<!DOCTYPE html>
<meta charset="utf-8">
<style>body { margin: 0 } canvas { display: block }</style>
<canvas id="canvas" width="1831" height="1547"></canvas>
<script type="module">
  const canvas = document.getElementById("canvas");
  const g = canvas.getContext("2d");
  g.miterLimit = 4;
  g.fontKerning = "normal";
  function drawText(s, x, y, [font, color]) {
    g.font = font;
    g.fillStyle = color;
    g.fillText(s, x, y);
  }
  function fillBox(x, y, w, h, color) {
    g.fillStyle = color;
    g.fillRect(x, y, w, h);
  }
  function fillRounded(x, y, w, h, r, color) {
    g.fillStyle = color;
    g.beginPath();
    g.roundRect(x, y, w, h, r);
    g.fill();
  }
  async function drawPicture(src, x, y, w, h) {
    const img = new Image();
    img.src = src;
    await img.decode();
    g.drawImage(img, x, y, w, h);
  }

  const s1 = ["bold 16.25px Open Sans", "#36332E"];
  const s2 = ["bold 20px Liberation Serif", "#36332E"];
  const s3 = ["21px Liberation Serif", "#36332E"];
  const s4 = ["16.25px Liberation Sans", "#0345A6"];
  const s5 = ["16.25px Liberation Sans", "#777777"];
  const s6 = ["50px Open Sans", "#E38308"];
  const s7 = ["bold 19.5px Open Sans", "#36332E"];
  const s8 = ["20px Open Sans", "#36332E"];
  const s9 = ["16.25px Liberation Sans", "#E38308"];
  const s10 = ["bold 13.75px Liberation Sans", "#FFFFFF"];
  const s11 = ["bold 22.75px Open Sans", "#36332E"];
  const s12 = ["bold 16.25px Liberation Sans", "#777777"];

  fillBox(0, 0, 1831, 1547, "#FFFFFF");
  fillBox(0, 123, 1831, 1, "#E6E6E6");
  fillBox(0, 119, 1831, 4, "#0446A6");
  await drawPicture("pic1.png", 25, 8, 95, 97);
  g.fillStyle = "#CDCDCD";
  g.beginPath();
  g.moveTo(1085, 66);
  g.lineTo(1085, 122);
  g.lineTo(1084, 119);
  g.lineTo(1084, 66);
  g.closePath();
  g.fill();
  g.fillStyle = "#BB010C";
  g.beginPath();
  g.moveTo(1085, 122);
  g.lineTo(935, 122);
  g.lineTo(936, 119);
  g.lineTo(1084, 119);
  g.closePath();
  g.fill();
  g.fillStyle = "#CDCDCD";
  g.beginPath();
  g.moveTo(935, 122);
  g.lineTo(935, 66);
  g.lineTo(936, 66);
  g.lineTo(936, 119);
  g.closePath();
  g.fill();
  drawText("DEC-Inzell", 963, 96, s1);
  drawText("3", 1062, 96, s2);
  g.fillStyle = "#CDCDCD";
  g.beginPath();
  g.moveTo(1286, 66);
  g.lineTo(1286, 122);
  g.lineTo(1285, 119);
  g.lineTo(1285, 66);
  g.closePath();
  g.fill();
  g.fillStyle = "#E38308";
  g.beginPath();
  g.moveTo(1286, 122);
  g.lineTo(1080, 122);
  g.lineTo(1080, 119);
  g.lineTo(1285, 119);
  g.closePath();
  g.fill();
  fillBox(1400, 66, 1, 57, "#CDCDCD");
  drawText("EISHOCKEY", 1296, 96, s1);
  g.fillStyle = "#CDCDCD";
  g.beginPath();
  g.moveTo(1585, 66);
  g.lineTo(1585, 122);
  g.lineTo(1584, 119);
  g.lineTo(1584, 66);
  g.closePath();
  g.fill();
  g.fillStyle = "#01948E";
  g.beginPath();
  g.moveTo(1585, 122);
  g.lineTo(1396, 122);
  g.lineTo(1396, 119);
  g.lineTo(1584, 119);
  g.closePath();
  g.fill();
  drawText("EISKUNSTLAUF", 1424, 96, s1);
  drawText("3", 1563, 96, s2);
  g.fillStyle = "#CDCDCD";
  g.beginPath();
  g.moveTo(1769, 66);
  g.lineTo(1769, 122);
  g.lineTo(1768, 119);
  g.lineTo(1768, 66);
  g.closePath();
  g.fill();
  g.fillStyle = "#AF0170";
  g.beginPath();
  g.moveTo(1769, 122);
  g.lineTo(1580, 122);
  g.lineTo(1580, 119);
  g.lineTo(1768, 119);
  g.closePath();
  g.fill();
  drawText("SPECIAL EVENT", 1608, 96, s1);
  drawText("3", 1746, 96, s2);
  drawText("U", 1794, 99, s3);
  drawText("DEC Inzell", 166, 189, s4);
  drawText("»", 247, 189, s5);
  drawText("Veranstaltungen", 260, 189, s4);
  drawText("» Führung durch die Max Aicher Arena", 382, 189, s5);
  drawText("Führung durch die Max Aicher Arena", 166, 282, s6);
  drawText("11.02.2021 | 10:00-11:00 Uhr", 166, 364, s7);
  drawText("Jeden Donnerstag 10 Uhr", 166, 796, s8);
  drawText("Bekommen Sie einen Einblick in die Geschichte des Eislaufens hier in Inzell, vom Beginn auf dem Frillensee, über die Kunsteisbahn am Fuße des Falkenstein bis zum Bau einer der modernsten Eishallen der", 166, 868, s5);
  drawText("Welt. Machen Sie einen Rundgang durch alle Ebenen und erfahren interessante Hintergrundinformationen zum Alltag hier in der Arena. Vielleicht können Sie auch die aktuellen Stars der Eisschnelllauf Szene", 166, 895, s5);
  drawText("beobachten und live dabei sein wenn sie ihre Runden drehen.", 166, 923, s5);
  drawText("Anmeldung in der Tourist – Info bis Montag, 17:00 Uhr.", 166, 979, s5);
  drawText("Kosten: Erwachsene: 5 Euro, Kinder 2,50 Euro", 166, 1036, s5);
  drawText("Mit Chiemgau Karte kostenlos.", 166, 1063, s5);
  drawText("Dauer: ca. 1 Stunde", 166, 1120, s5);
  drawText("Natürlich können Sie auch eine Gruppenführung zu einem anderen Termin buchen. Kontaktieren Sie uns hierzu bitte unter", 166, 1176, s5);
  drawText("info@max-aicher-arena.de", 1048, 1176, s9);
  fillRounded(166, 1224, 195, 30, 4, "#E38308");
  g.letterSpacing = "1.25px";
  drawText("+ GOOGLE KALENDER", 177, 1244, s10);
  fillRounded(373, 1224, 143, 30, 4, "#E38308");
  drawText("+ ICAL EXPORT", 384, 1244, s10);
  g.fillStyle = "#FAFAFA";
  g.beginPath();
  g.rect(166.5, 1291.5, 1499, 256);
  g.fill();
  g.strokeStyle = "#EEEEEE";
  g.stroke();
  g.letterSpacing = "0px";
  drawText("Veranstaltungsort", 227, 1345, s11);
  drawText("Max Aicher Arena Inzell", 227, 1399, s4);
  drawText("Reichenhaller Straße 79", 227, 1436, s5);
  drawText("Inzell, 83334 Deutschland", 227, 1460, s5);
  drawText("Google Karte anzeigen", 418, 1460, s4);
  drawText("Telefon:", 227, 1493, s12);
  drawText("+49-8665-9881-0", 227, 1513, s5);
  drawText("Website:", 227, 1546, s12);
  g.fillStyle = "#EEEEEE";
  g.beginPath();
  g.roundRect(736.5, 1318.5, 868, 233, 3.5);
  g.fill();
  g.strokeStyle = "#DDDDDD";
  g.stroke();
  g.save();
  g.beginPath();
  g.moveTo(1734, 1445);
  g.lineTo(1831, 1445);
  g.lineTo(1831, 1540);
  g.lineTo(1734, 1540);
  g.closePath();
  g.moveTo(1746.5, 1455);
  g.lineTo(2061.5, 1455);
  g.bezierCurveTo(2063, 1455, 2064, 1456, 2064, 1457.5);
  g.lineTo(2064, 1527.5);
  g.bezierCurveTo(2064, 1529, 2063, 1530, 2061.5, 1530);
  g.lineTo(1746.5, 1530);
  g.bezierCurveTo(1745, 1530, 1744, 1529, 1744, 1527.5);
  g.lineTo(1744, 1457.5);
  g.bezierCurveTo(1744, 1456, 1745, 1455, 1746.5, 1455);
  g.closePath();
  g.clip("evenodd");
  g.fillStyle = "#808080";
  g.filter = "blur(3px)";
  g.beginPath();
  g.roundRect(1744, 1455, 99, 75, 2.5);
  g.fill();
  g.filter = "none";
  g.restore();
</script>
- - - - -
— HOW TO COMPLETE THIS TASK —
Which lines of the data above contain the string "drawPicture"? Copy each of them.

— YOUR RESPONSE —
  async function drawPicture(src, x, y, w, h) {
  await drawPicture("pic1.png", 25, 8, 95, 97);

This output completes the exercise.